End this attack on Paul Krugman now!

by pdxblake

As is probably clear from my earlier post on the expiration of the Bush tax cuts, I am a big fan of Paul Krugman.  I have been for a long time (going back to when I was in college reading his academic texts), and after a few bits of regret that he had directed efforts towards public intellectual rather than academic production, I’m fully on the Krugman bandwagon (and why not since he has been right more than he has been wrong.

Last week after a disaster of an interview ostensibly focused on his latest book “End This Depression Now!” (video if you dare) with CNBC’s right-wing Joe Kernan and Milton Friedman devotee Michelle Caruso-Cabrera (Kernan called Krugman a ‘unicorn’), Business Insider’s Joe Weisenthal sat down with Paul Krugman for a series of interview segments including

  • Deficits (and why the government should be spending more) [video]
  • Very Serious People, [video]
  • the Euro crisis, [video]
  • how Krugman is the “fastest damn writer in economics”, [video]
  • why the Republicans are to blame for today’s “nightmarishly disfunctional political system” [video]
  • and why we should stop listening to Alan “Snoopy Snoopy Poop Dog” “Enema Man” Simpson

Krugman is not the best TV guest, looking uncomfortable throughout, but he gets the point across and it should be required viewing for people wondering “what the hell is going on?”. But he gets to some very important points including about the European debt crisis, where he says there are two bad choices for Germany to end the crisis: step up and let the European Central Bank buy Italian and Spanish bonds to stop the death spiral, or leave the Euro themselves.

The problems in Italy and Spain are different from Greece (which lied its way into the Euro to begin with, see November 2004).   Italy had high debt but low deficits going into the crisis and even today, when you look at the debt payments excluding interest, the primary surplus.  Spain had lower debt and was in surplus before the crisis, mostly because it was getting additional tax receipts from a big housing boom, but is now in deficit, due in large part to the recession caused by the housing bust (sound familiar?).
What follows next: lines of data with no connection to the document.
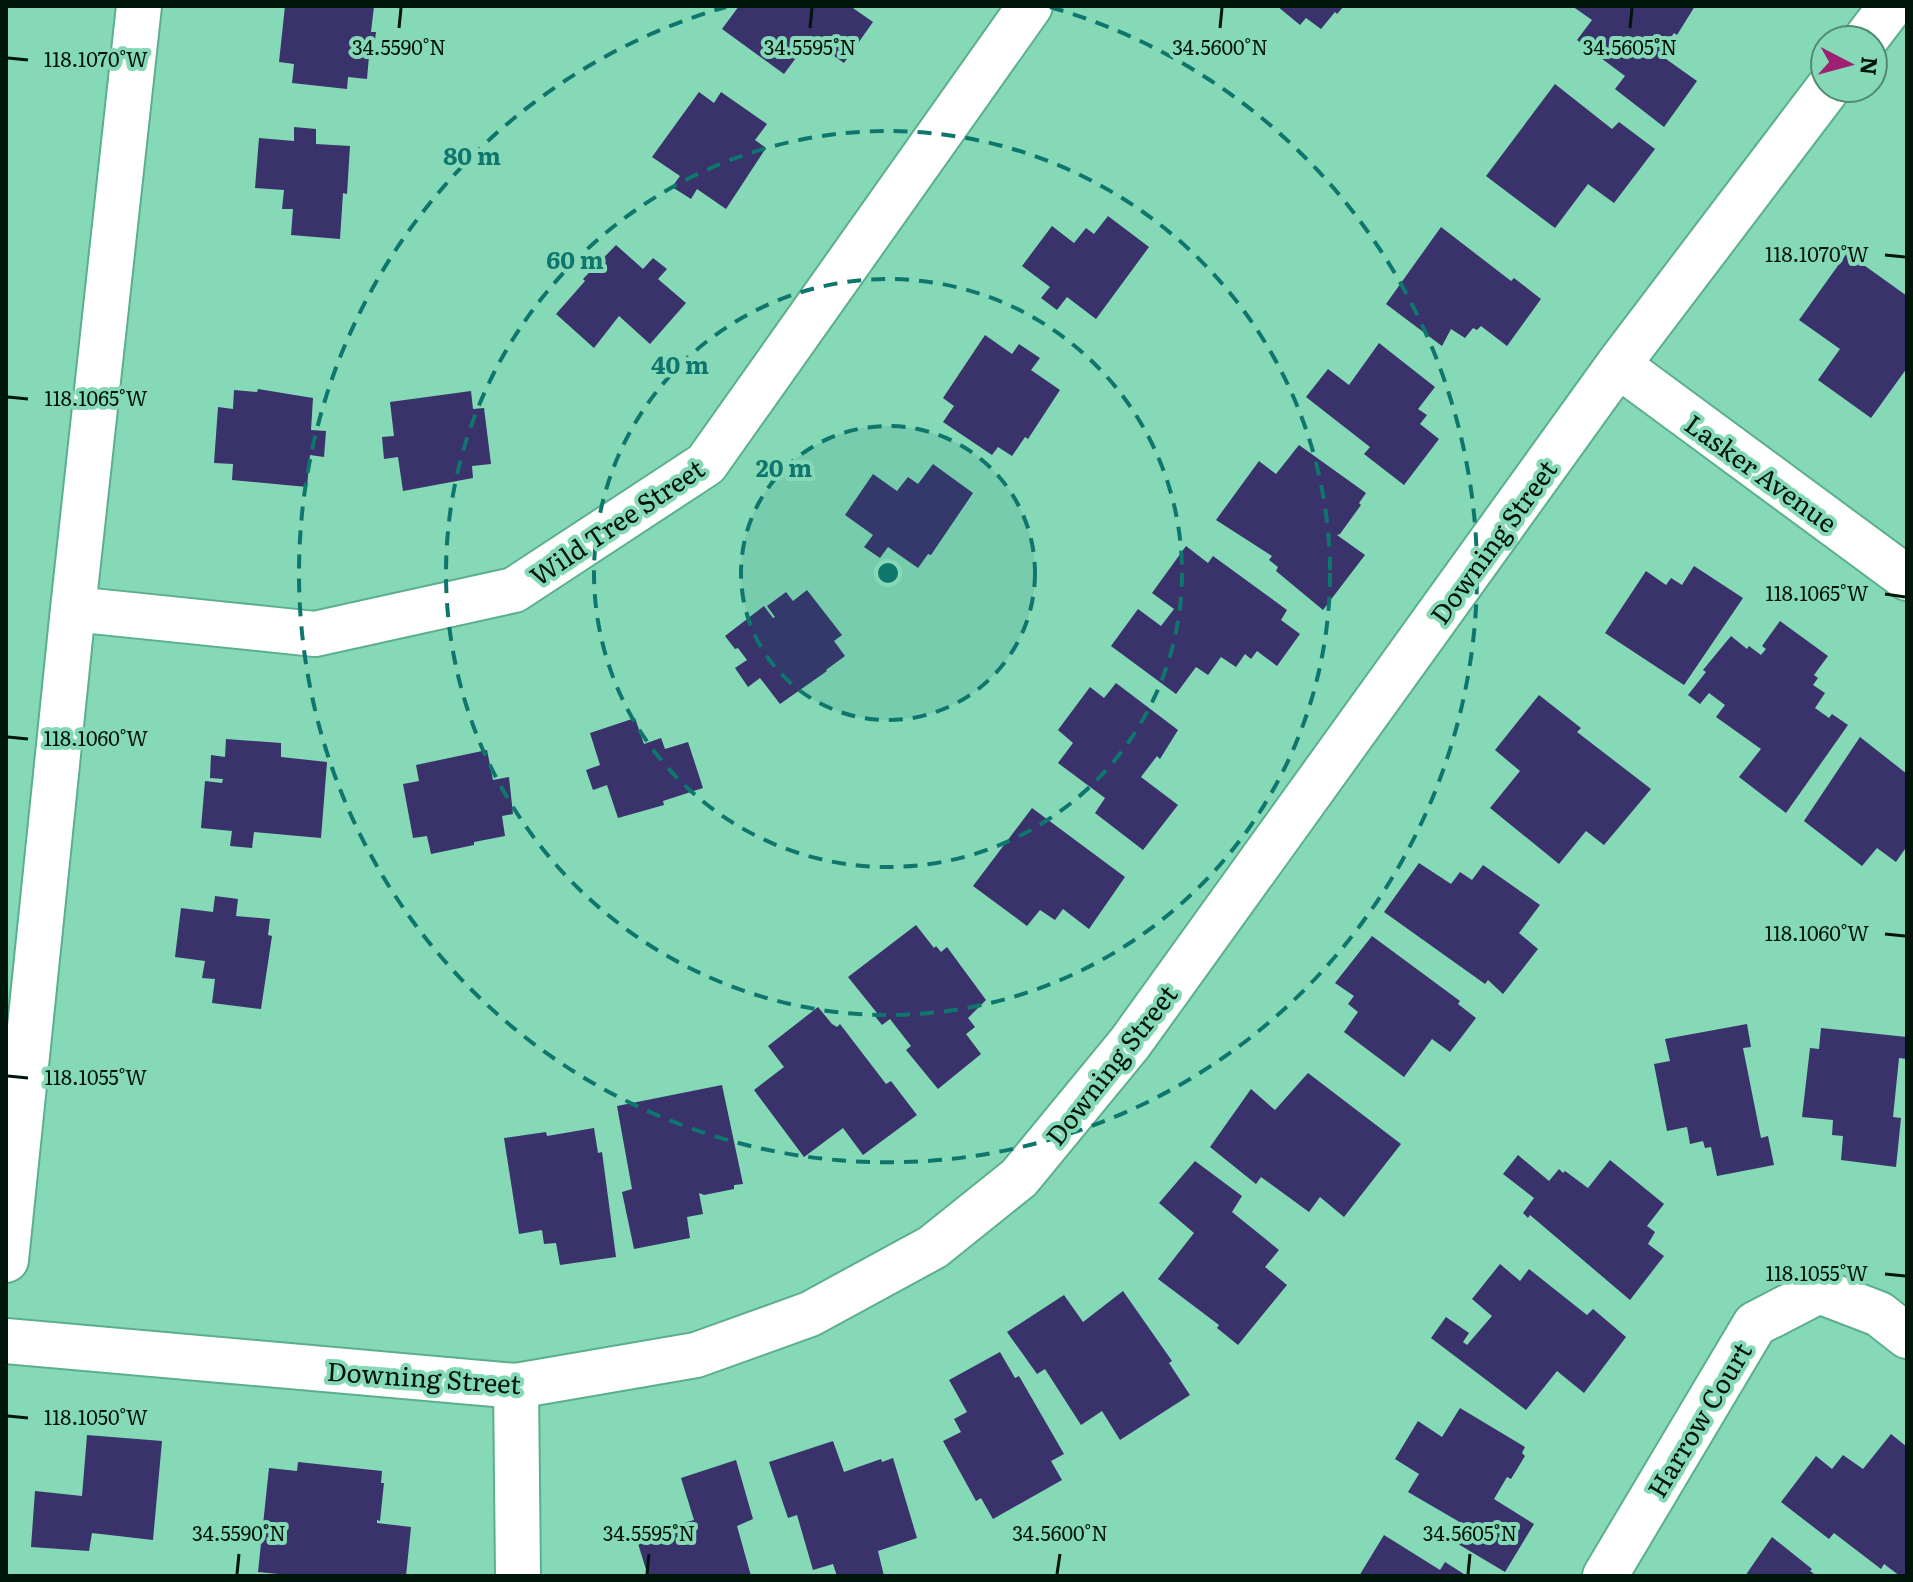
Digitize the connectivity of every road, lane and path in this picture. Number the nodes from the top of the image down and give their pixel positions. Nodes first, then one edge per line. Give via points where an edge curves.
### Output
1 (139, 6) edge
2 (1030, 6) edge
3 (1891, 6) edge
4 (1877, 24) edge
5 (1816, 104) edge
6 (1618, 365) junction
7 (1907, 578) edge
8 (73, 609) junction
9 (6, 1260) edge
10 (1907, 1336) edge
11 (6, 1341) edge
12 (516, 1386) junction
13 (518, 1576) edge
14 (1605, 1576) edge

1 - 8 street
2 - 8 street, Wild Tree Street via 706,464 514,590 315,634
3 - 4 street
5 - 6 street, Downing Street
6 - 7 street, Lasker Avenue
6 - 12 street, Downing Street via 1130,1043 1019,1178 933,1247 810,1314 696,1355
8 - 9 street
10 - 14 street, Harrow Court via 1879,1314 1819,1291 1755,1324
11 - 12 street, Downing Street
12 - 13 street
The crisis in confidence in their debt is caused by a concern that they are uncompetitive, and because they cannot devalue their currency or let a little inflation into their economies, will remain so into the future.  If they remain uncompetitive, they won’t be able to service their debt in the future.  If they were outside of the Euro, like Iceland is, they could just let their currency devalue and regain competitiveness and start the economic recovery, but they can’t because they are reliant on the ECB, which is controlled by the Germans (whose investments were partially funding the bubble that started the mess).
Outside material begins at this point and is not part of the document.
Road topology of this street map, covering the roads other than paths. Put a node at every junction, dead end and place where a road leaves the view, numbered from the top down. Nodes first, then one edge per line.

As it is, they are stuck and it is up to the ECB and the German government who pulls the strings to decide how to resolve the situation.  There are two possible solutions that Krugman describes:

  1. The ECB allows inflation to creep above their “below but close to 2% target” for the Eurozone as a whole, and makes this an explicit promise, backed up by their own quantitative easing program buying Eurozone countries’ debt (including Italy and Spain) to drive down yields on those countries’ bond, to make their debt service affordable.  In addition to the help on the interest payments from falling yields, it will also stimulate the Eurozone economy, which is why they must also commit to allow slightly higher Eurozone inflation (which will mean escaping deflation in Southern Europe and 3-4% inflation in Germany).  This is costly for Germany because its purchasing power will decline, but the benefit they get is that the Eurozone stays together and Southern Europe has a chance to escape from deflationary hell (Dante, meet Franz, who has wrought many levels of deflationary hell on Southern Europe).
  2. Germany exits the Eurozone and takes explicit control over its monetary policy.  The rest of the Europe, “freed” from Germany’s strong economy, sees its currency depreciate, bringing the changes needed to make their economies competitive again.  While simpler to explain, the effects would be more complicated.  Germany, without the weight of depressed Southern European countries, would see its currency soar in value, which would hurt severely their competitiveness, which would depress their large export sector.  But at that point, with them in control of their own monetary policy, they can let the regions within Germany fight about it (export heavy regions ask for looser monetary policy to depreciate the currency to bring back competitiveness while other regions support maintaining the high value of the currency so that they can buy more suddenly cheap imports, sound familiar?).

Krugman wisely chooses not to handicap the probabilities of these two outcomes, giving a bland 50-50 probability.  And I’m going to follow him, since I have no more insight into internal German politics than he does, but I think the fallout for the global economy would be far less with the first choice than with the second (especially since it would probably cause a cascading effect since it would not be an orderly withdrawal).